== Segment start ==

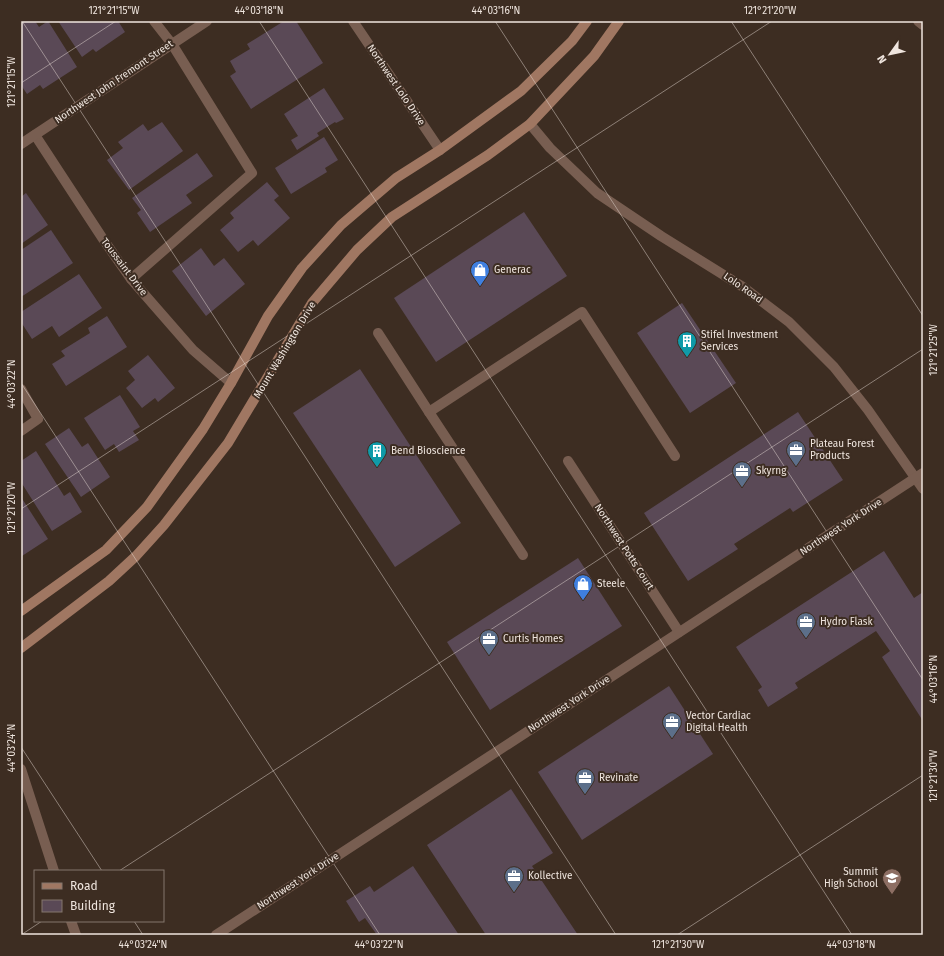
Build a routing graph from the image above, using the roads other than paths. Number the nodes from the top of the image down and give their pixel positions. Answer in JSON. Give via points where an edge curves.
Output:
{"nodes":[{"id":1,"x":154,"y":21,"type":"edge"},
{"id":2,"x":208,"y":21,"type":"edge"},
{"id":3,"x":353,"y":21,"type":"edge"},
{"id":4,"x":587,"y":21,"type":"edge"},
{"id":5,"x":619,"y":21,"type":"edge"},
{"id":6,"x":918,"y":21,"type":"edge"},
{"id":7,"x":923,"y":25,"type":"edge"},
{"id":8,"x":172,"y":44,"type":"junction"},
{"id":9,"x":530,"y":124,"type":"junction"},
{"id":10,"x":35,"y":135,"type":"junction"},
{"id":11,"x":21,"y":144,"type":"edge"},
{"id":12,"x":440,"y":150,"type":"junction"},
{"id":13,"x":131,"y":279,"type":"junction"},
{"id":14,"x":378,"y":333,"type":"dead end"},
{"id":15,"x":231,"y":383,"type":"junction"},
{"id":16,"x":21,"y":390,"type":"edge"},
{"id":17,"x":429,"y":412,"type":"junction"},
{"id":18,"x":21,"y":431,"type":"edge"},
{"id":19,"x":675,"y":456,"type":"dead end"},
{"id":20,"x":568,"y":461,"type":"dead end"},
{"id":21,"x":919,"y":475,"type":"edge"},
{"id":22,"x":923,"y":489,"type":"edge"},
{"id":23,"x":523,"y":555,"type":"dead end"},
{"id":24,"x":21,"y":611,"type":"edge"},
{"id":25,"x":679,"y":632,"type":"junction"},
{"id":26,"x":21,"y":648,"type":"edge"},
{"id":27,"x":21,"y":769,"type":"edge"},
{"id":28,"x":54,"y":870,"type":"edge"},
{"id":29,"x":71,"y":922,"type":"edge"},
{"id":30,"x":76,"y":935,"type":"edge"},
{"id":31,"x":216,"y":935,"type":"edge"}],
"edges":[{"from":1,"to":8,"type":"street"},
{"from":2,"to":8,"type":"street","name":"Northwest John Fremont Street"},
{"from":3,"to":12,"type":"street","name":"Northwest Lolo Drive"},
{"from":4,"to":12,"type":"main road","via":[[572,41],[521,91]]},
{"from":5,"to":9,"type":"main road","name":"Mount Washington Drive","via":[[594,56]]},
{"from":6,"to":7,"type":"street"},
{"from":8,"to":10,"type":"street","name":"Northwest John Fremont Street"},
{"from":8,"to":13,"type":"street","via":[[252,173]]},
{"from":9,"to":21,"type":"street","name":"Lolo Road","via":[[550,148],[597,193],[743,287],[789,322],[834,367]]},
{"from":9,"to":26,"type":"main road","name":"Mount Washington Drive","via":[[488,155],[392,217],[357,250],[312,303],[228,443],[164,524],[136,556],[109,581]]},
{"from":10,"to":11,"type":"street","name":"Northwest John Fremont Street"},
{"from":10,"to":13,"type":"street","name":"Toussaint Drive"},
{"from":12,"to":15,"type":"main road","via":[[396,178],[336,230],[302,268],[268,316]]},
{"from":13,"to":15,"type":"street","name":"Toussaint Drive","via":[[193,350]]},
{"from":14,"to":17,"type":"street"},
{"from":15,"to":24,"type":"main road","via":[[203,429],[147,507],[126,530],[106,550]]},
{"from":16,"to":18,"type":"street","via":[[38,419]]},
{"from":17,"to":19,"type":"street","via":[[582,312]]},
{"from":17,"to":23,"type":"street"},
{"from":20,"to":25,"type":"street","name":"Northwest Potts Court"},
{"from":21,"to":22,"type":"street","name":"Lolo Road"},
{"from":21,"to":25,"type":"street","name":"Northwest York Drive"},
{"from":25,"to":31,"type":"street","name":"Northwest York Drive"},
{"from":27,"to":28,"type":"street"},
{"from":29,"to":30,"type":"street"}]}
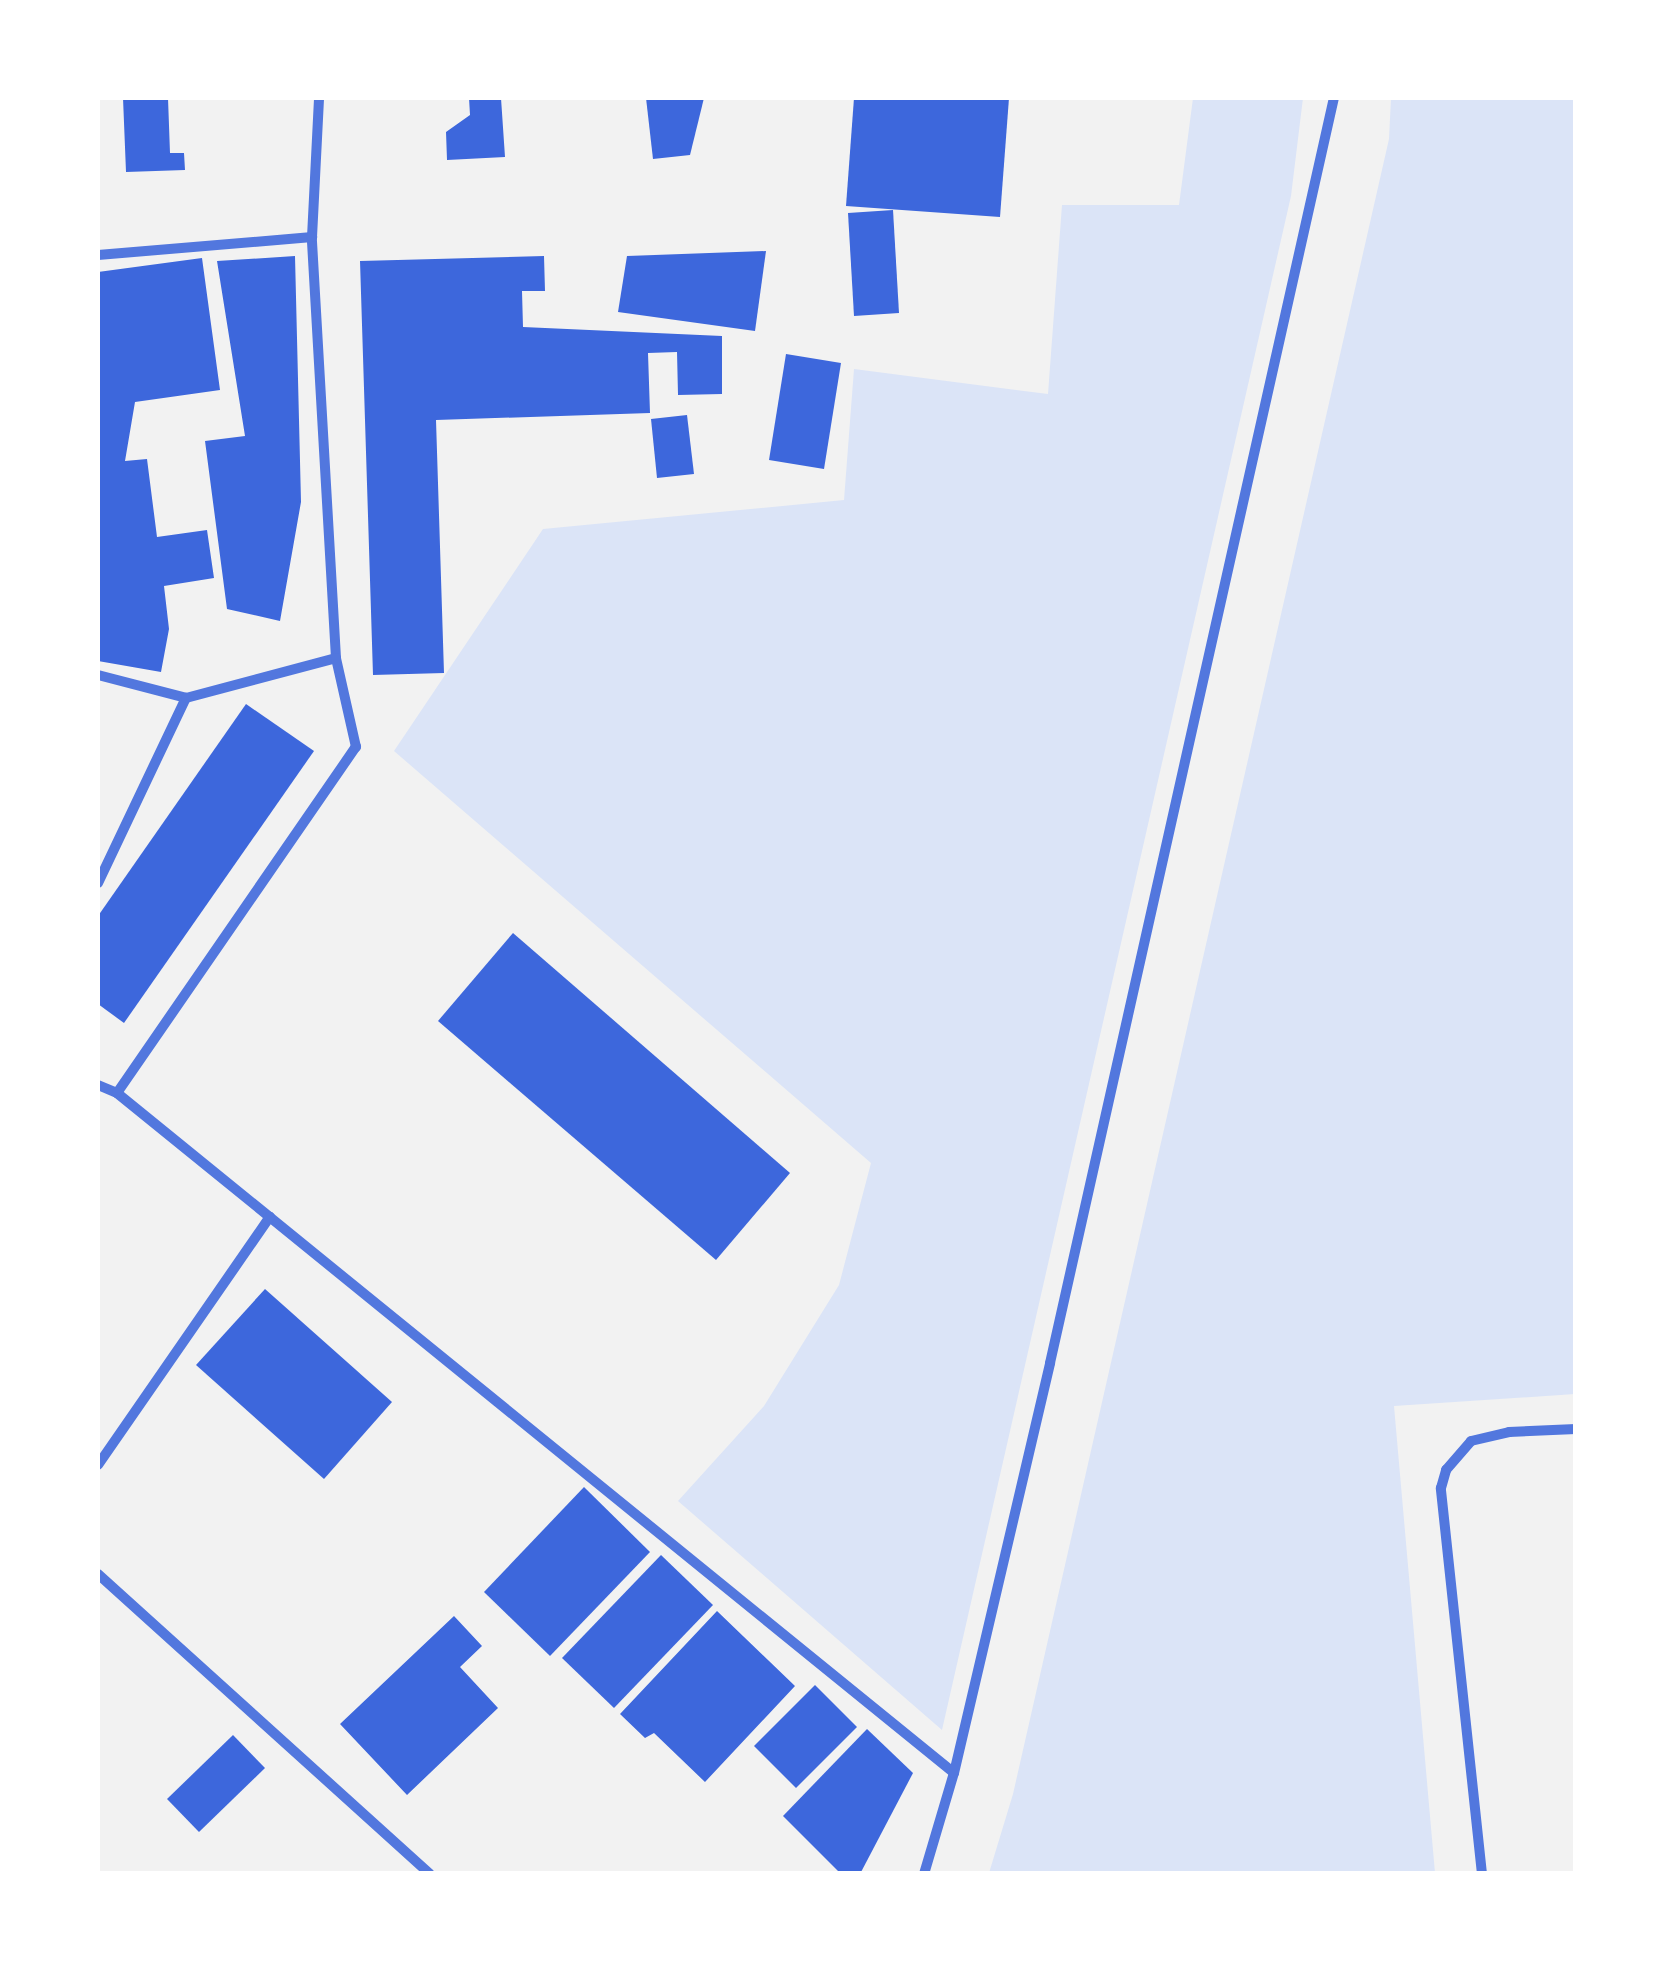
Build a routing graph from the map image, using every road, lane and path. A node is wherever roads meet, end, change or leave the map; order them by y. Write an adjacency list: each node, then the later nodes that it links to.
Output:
1 (319, 98): 3 (street)
2 (1334, 98): 15 (street)
3 (312, 237): 4 (street); 5 (street)
4 (98, 255)
5 (336, 658): 7 (street); 10 (street)
6 (98, 676): 7 (street)
7 (186, 698): 8 (street)
8 (98, 883)
9 (98, 1085): 10 (street)
10 (118, 1093): 11 (street)
11 (270, 1217): 13 (street); 15 (street)
12 (1576, 1429): 18 (street)
13 (98, 1465)
14 (98, 1574): 16 (street)
15 (954, 1773): 17 (street)
16 (430, 1874)
17 (924, 1874)
18 (1482, 1874)

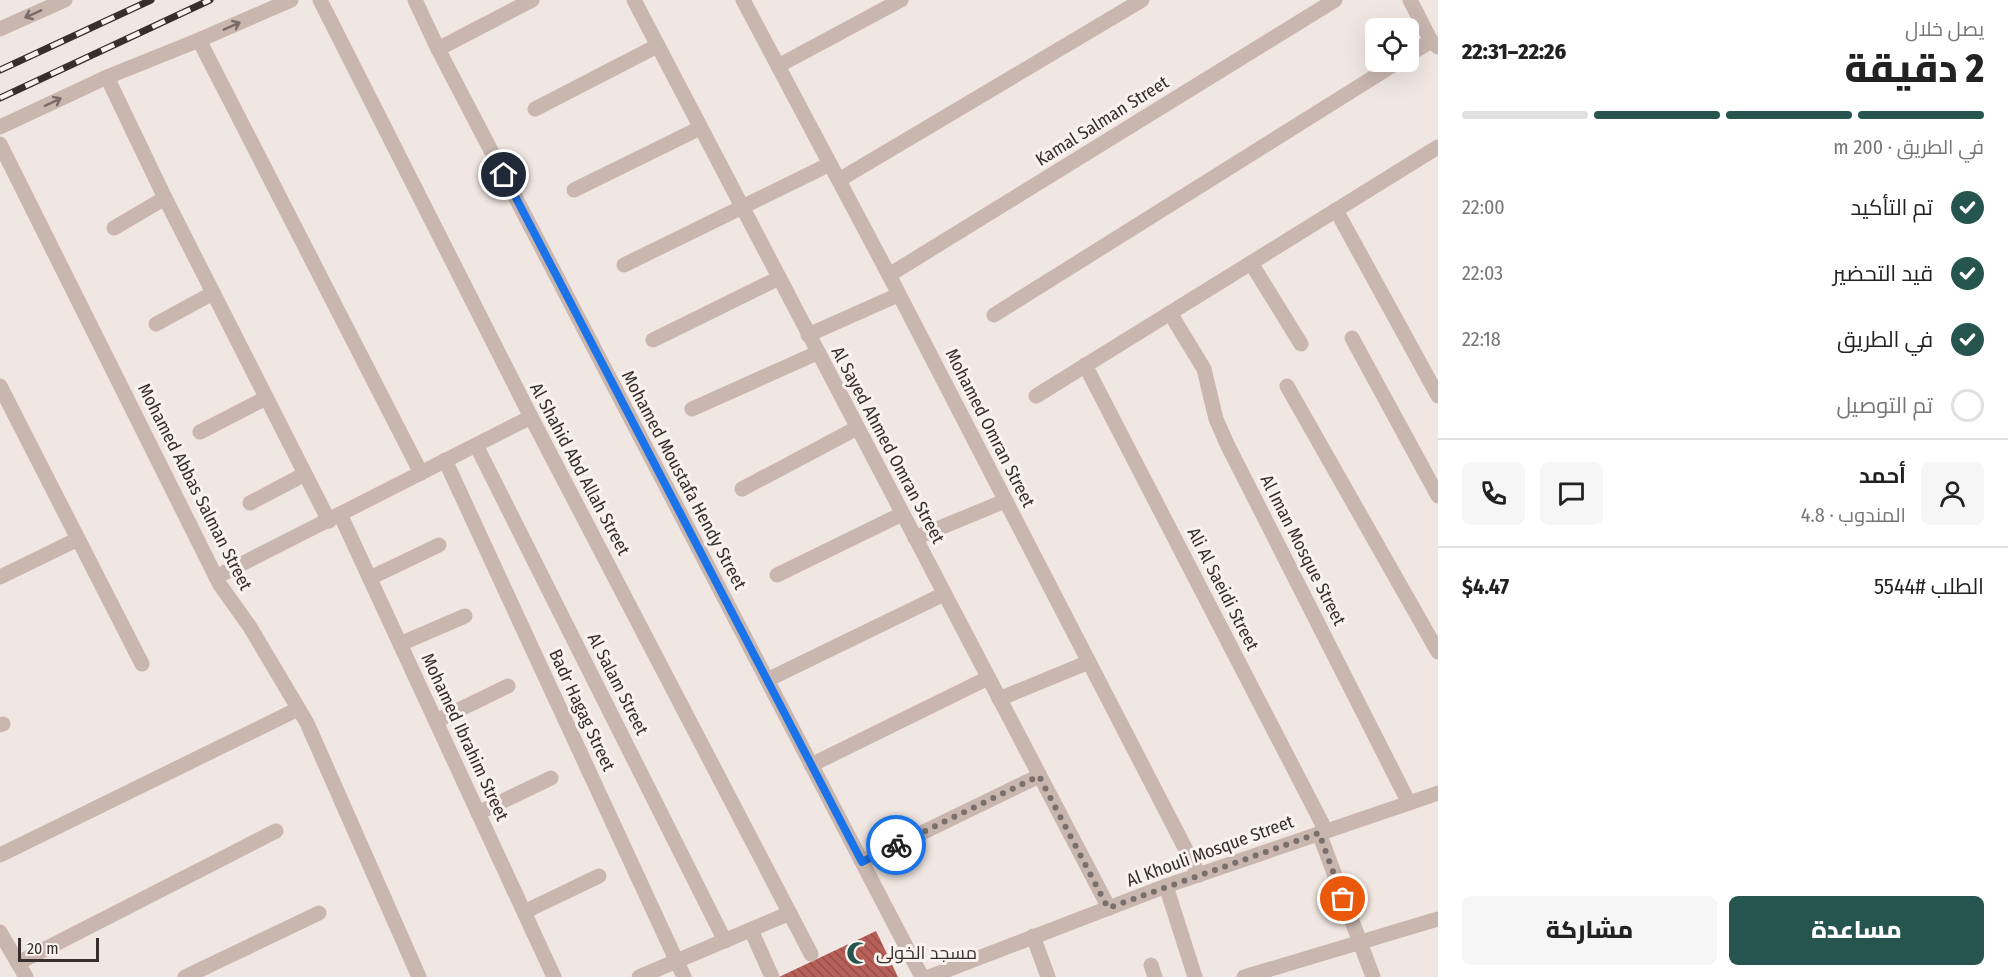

== Segment end ==

*What is being asked*.
Repeat the records above exactly, omitting every picture.

*Task output*.
Build a routing graph from the image above, using the roads other than paths. Number the nodes from the top of the image down and give their pixel positions. Answer in JSON. Give via points where an edge curves.
Output:
{"nodes":[{"id":1,"x":154,"y":21,"type":"edge"},
{"id":2,"x":208,"y":21,"type":"edge"},
{"id":3,"x":353,"y":21,"type":"edge"},
{"id":4,"x":587,"y":21,"type":"edge"},
{"id":5,"x":619,"y":21,"type":"edge"},
{"id":6,"x":918,"y":21,"type":"edge"},
{"id":7,"x":923,"y":25,"type":"edge"},
{"id":8,"x":172,"y":44,"type":"junction"},
{"id":9,"x":530,"y":124,"type":"junction"},
{"id":10,"x":35,"y":135,"type":"junction"},
{"id":11,"x":21,"y":144,"type":"edge"},
{"id":12,"x":440,"y":150,"type":"junction"},
{"id":13,"x":131,"y":279,"type":"junction"},
{"id":14,"x":378,"y":333,"type":"dead end"},
{"id":15,"x":231,"y":383,"type":"junction"},
{"id":16,"x":21,"y":390,"type":"edge"},
{"id":17,"x":429,"y":412,"type":"junction"},
{"id":18,"x":21,"y":431,"type":"edge"},
{"id":19,"x":675,"y":456,"type":"dead end"},
{"id":20,"x":568,"y":461,"type":"dead end"},
{"id":21,"x":919,"y":475,"type":"edge"},
{"id":22,"x":923,"y":489,"type":"edge"},
{"id":23,"x":523,"y":555,"type":"dead end"},
{"id":24,"x":21,"y":611,"type":"edge"},
{"id":25,"x":679,"y":632,"type":"junction"},
{"id":26,"x":21,"y":648,"type":"edge"},
{"id":27,"x":21,"y":769,"type":"edge"},
{"id":28,"x":54,"y":870,"type":"edge"},
{"id":29,"x":71,"y":922,"type":"edge"},
{"id":30,"x":76,"y":935,"type":"edge"},
{"id":31,"x":216,"y":935,"type":"edge"}],
"edges":[{"from":1,"to":8,"type":"street"},
{"from":2,"to":8,"type":"street","name":"Northwest John Fremont Street"},
{"from":3,"to":12,"type":"street","name":"Northwest Lolo Drive"},
{"from":4,"to":12,"type":"main road","via":[[572,41],[521,91]]},
{"from":5,"to":9,"type":"main road","name":"Mount Washington Drive","via":[[594,56]]},
{"from":6,"to":7,"type":"street"},
{"from":8,"to":10,"type":"street","name":"Northwest John Fremont Street"},
{"from":8,"to":13,"type":"street","via":[[252,173]]},
{"from":9,"to":21,"type":"street","name":"Lolo Road","via":[[550,148],[597,193],[743,287],[789,322],[834,367]]},
{"from":9,"to":26,"type":"main road","name":"Mount Washington Drive","via":[[488,155],[392,217],[357,250],[312,303],[228,443],[164,524],[136,556],[109,581]]},
{"from":10,"to":11,"type":"street","name":"Northwest John Fremont Street"},
{"from":10,"to":13,"type":"street","name":"Toussaint Drive"},
{"from":12,"to":15,"type":"main road","via":[[396,178],[336,230],[302,268],[268,316]]},
{"from":13,"to":15,"type":"street","name":"Toussaint Drive","via":[[193,350]]},
{"from":14,"to":17,"type":"street"},
{"from":15,"to":24,"type":"main road","via":[[203,429],[147,507],[126,530],[106,550]]},
{"from":16,"to":18,"type":"street","via":[[38,419]]},
{"from":17,"to":19,"type":"street","via":[[582,312]]},
{"from":17,"to":23,"type":"street"},
{"from":20,"to":25,"type":"street","name":"Northwest Potts Court"},
{"from":21,"to":22,"type":"street","name":"Lolo Road"},
{"from":21,"to":25,"type":"street","name":"Northwest York Drive"},
{"from":25,"to":31,"type":"street","name":"Northwest York Drive"},
{"from":27,"to":28,"type":"street"},
{"from":29,"to":30,"type":"street"}]}
Build a routing graph from the map image, using every road, lane and path. A node is wherever roads meet, end, change or leave the map; order them by y. Write an adjacency list: each node, then the later nodes that it links to.
Output:
1 (319, 98): 3 (street)
2 (1334, 98): 15 (street)
3 (312, 237): 4 (street); 5 (street)
4 (98, 255)
5 (336, 658): 7 (street); 10 (street)
6 (98, 676): 7 (street)
7 (186, 698): 8 (street)
8 (98, 883)
9 (98, 1085): 10 (street)
10 (118, 1093): 11 (street)
11 (270, 1217): 13 (street); 15 (street)
12 (1576, 1429): 18 (street)
13 (98, 1465)
14 (98, 1574): 16 (street)
15 (954, 1773): 17 (street)
16 (430, 1874)
17 (924, 1874)
18 (1482, 1874)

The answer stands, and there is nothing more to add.